Saved data entries
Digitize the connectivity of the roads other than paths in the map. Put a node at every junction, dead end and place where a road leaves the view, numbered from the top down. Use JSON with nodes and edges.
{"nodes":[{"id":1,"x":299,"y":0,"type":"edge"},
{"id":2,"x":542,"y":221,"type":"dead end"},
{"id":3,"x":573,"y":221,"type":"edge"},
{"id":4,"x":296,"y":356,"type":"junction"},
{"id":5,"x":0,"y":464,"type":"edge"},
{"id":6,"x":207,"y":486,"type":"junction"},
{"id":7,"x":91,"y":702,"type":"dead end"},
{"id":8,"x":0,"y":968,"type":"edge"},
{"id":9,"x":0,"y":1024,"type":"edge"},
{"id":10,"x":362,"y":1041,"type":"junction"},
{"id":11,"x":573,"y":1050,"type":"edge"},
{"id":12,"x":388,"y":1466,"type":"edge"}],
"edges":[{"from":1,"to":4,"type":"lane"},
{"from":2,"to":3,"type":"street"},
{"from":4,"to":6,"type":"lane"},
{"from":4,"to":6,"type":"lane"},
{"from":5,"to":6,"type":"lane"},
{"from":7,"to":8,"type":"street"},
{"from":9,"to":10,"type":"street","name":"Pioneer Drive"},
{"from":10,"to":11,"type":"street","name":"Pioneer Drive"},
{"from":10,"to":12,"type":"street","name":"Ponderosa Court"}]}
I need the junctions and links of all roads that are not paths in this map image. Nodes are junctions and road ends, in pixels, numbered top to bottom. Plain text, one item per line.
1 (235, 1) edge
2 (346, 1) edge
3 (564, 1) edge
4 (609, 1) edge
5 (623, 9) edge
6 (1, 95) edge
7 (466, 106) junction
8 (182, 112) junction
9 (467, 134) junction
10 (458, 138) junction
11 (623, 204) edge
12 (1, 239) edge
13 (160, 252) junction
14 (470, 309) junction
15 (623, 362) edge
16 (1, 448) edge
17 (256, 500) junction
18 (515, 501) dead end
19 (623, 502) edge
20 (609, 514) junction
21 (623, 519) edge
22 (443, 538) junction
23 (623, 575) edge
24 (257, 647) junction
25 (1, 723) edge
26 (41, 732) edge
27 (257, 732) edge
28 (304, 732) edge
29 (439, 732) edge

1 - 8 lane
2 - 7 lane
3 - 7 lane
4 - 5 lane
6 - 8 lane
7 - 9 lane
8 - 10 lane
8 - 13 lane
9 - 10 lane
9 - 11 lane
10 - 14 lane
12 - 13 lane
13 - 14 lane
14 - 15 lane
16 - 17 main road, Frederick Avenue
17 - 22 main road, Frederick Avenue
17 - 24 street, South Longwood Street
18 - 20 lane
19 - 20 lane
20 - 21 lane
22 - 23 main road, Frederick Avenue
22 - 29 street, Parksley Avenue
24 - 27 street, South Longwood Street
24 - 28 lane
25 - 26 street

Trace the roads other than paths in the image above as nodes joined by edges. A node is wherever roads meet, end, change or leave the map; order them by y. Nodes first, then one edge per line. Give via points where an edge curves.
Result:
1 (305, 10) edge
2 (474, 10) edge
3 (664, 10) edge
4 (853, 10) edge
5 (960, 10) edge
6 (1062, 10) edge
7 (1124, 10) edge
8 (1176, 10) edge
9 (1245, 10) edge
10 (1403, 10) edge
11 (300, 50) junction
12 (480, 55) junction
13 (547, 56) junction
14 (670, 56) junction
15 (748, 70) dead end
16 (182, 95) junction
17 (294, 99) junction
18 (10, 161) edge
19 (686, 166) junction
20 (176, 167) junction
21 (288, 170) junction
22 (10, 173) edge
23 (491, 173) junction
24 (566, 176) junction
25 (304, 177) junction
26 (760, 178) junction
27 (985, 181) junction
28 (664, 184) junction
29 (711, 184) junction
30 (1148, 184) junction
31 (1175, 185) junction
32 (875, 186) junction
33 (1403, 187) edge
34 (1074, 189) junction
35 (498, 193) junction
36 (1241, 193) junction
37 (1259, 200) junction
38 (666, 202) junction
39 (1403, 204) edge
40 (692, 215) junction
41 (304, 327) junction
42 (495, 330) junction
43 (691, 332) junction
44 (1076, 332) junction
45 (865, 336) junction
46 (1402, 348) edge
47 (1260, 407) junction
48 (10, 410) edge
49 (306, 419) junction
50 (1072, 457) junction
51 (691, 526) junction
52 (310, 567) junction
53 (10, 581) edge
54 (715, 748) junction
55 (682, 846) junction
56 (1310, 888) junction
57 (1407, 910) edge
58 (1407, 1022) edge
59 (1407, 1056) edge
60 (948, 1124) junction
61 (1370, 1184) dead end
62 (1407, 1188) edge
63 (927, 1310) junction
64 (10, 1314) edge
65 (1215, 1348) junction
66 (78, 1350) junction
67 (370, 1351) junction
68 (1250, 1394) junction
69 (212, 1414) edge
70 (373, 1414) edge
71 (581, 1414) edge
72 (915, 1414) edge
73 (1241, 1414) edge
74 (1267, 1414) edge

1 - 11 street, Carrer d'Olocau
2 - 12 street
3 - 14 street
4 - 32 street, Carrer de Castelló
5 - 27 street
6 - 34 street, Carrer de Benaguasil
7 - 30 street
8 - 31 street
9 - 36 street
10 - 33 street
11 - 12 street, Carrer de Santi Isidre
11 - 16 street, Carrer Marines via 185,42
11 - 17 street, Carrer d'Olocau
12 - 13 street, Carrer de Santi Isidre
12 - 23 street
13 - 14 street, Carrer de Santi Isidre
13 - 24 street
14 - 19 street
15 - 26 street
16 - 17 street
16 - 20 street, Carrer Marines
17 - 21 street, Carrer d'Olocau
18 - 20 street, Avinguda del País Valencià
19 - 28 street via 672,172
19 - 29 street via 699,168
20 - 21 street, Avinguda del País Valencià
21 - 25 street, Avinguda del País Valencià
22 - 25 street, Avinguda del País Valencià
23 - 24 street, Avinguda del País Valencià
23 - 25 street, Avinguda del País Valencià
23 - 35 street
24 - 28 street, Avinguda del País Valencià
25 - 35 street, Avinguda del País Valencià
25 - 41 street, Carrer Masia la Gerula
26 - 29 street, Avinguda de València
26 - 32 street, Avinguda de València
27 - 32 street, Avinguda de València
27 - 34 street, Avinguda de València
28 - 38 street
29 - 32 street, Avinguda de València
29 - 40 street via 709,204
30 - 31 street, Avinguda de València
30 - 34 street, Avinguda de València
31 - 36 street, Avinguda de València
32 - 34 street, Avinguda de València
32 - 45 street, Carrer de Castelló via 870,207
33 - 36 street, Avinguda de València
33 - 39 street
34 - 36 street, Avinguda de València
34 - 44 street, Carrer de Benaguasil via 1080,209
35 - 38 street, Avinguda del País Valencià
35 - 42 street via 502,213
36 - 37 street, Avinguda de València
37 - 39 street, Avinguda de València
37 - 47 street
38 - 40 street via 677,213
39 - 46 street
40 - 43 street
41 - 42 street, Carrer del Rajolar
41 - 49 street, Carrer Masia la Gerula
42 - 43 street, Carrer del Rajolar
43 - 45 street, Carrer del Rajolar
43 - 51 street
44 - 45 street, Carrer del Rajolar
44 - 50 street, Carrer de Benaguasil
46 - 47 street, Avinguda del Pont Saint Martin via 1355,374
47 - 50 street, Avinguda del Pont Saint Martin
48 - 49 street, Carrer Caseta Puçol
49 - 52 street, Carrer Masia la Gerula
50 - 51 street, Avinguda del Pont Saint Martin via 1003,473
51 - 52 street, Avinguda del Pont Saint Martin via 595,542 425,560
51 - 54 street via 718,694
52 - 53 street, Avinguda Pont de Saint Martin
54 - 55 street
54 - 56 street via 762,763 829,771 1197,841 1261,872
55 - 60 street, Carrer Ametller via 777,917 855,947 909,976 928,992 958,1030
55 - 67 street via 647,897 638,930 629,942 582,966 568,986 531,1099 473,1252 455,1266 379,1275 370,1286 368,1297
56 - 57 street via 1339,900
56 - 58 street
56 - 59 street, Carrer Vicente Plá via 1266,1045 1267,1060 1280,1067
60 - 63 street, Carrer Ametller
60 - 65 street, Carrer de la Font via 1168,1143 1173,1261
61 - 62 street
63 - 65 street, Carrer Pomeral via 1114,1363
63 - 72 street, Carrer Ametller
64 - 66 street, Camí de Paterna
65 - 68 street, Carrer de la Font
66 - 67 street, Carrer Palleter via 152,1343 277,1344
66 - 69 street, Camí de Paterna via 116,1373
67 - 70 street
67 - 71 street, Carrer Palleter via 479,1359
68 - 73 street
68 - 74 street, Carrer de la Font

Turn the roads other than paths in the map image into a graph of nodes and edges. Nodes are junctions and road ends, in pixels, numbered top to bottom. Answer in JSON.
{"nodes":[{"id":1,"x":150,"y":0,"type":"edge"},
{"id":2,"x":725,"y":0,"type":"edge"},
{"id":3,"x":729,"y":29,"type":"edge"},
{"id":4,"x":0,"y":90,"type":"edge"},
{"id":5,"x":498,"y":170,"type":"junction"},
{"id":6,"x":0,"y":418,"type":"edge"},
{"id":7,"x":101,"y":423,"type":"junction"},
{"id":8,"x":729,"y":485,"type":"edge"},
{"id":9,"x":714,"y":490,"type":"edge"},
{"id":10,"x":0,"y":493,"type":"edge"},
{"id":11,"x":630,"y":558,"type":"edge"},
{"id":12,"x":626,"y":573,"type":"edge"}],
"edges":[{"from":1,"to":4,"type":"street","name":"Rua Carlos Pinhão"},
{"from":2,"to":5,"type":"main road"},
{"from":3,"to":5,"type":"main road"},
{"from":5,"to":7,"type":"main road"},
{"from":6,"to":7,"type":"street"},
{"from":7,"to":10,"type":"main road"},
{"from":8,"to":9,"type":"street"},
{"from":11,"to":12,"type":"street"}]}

YOUR TASK | Search the records above for "Martin" and copy every line that has it.

TASK RESULT |
46 - 47 street, Avinguda del Pont Saint Martin via 1355,374
47 - 50 street, Avinguda del Pont Saint Martin
50 - 51 street, Avinguda del Pont Saint Martin via 1003,473
51 - 52 street, Avinguda del Pont Saint Martin via 595,542 425,560
52 - 53 street, Avinguda Pont de Saint Martin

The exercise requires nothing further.